▸ **Material supplied**:
BEGIN

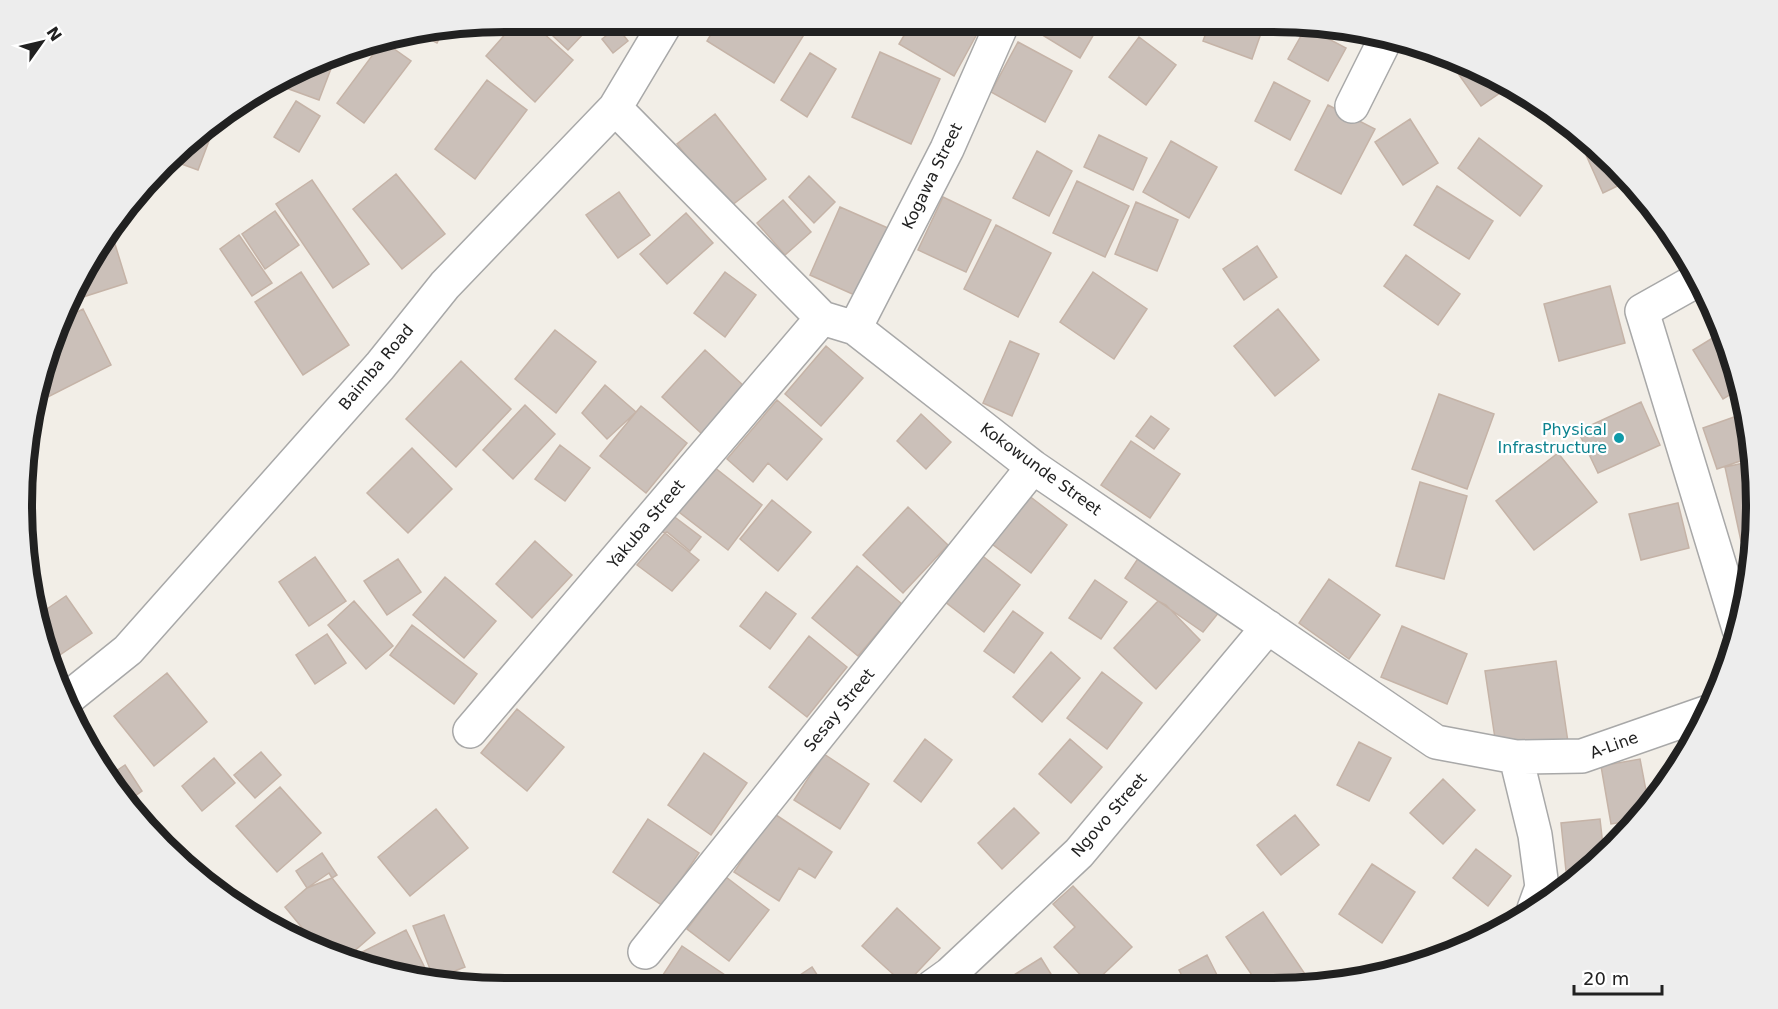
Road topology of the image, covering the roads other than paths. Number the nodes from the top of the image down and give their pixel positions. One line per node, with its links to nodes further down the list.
1 (660, 32): 5 (street, Baimba Road)
2 (999, 32): 8 (street, Kogawa Street)
3 (1383, 45): 4 (street)
4 (1352, 106)
5 (615, 108): 7 (street, Kokowunde Street); 12 (street, Baimba Road)
6 (1691, 283): 10 (street)
7 (822, 318): 8 (street, Kokowunde Street); 14 (street, Yakuba Street)
8 (855, 328): 9 (street, Kokowunde Street)
9 (1033, 467): 11 (street, Kokowunde Street); 17 (street, Sesay Street)
10 (1733, 613)
11 (1268, 627): 15 (street, Kokowunde Street); 18 (street, Ngovo Street)
12 (72, 696)
13 (1697, 716): 15 (street, A-Line)
14 (470, 731)
15 (1516, 757): 16 (street)
16 (1539, 896)
17 (645, 952)
18 (944, 978)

END

▸ **Problem statement**:
The result should be the same data as above, line for line, with the pictures gone.

▸ **Response for this exercise**:
Road topology of the image, covering the roads other than paths. Number the nodes from the top of the image down and give their pixel positions. One line per node, with its links to nodes further down the list.
1 (660, 32): 5 (street, Baimba Road)
2 (999, 32): 8 (street, Kogawa Street)
3 (1383, 45): 4 (street)
4 (1352, 106)
5 (615, 108): 7 (street, Kokowunde Street); 12 (street, Baimba Road)
6 (1691, 283): 10 (street)
7 (822, 318): 8 (street, Kokowunde Street); 14 (street, Yakuba Street)
8 (855, 328): 9 (street, Kokowunde Street)
9 (1033, 467): 11 (street, Kokowunde Street); 17 (street, Sesay Street)
10 (1733, 613)
11 (1268, 627): 15 (street, Kokowunde Street); 18 (street, Ngovo Street)
12 (72, 696)
13 (1697, 716): 15 (street, A-Line)
14 (470, 731)
15 (1516, 757): 16 (street)
16 (1539, 896)
17 (645, 952)
18 (944, 978)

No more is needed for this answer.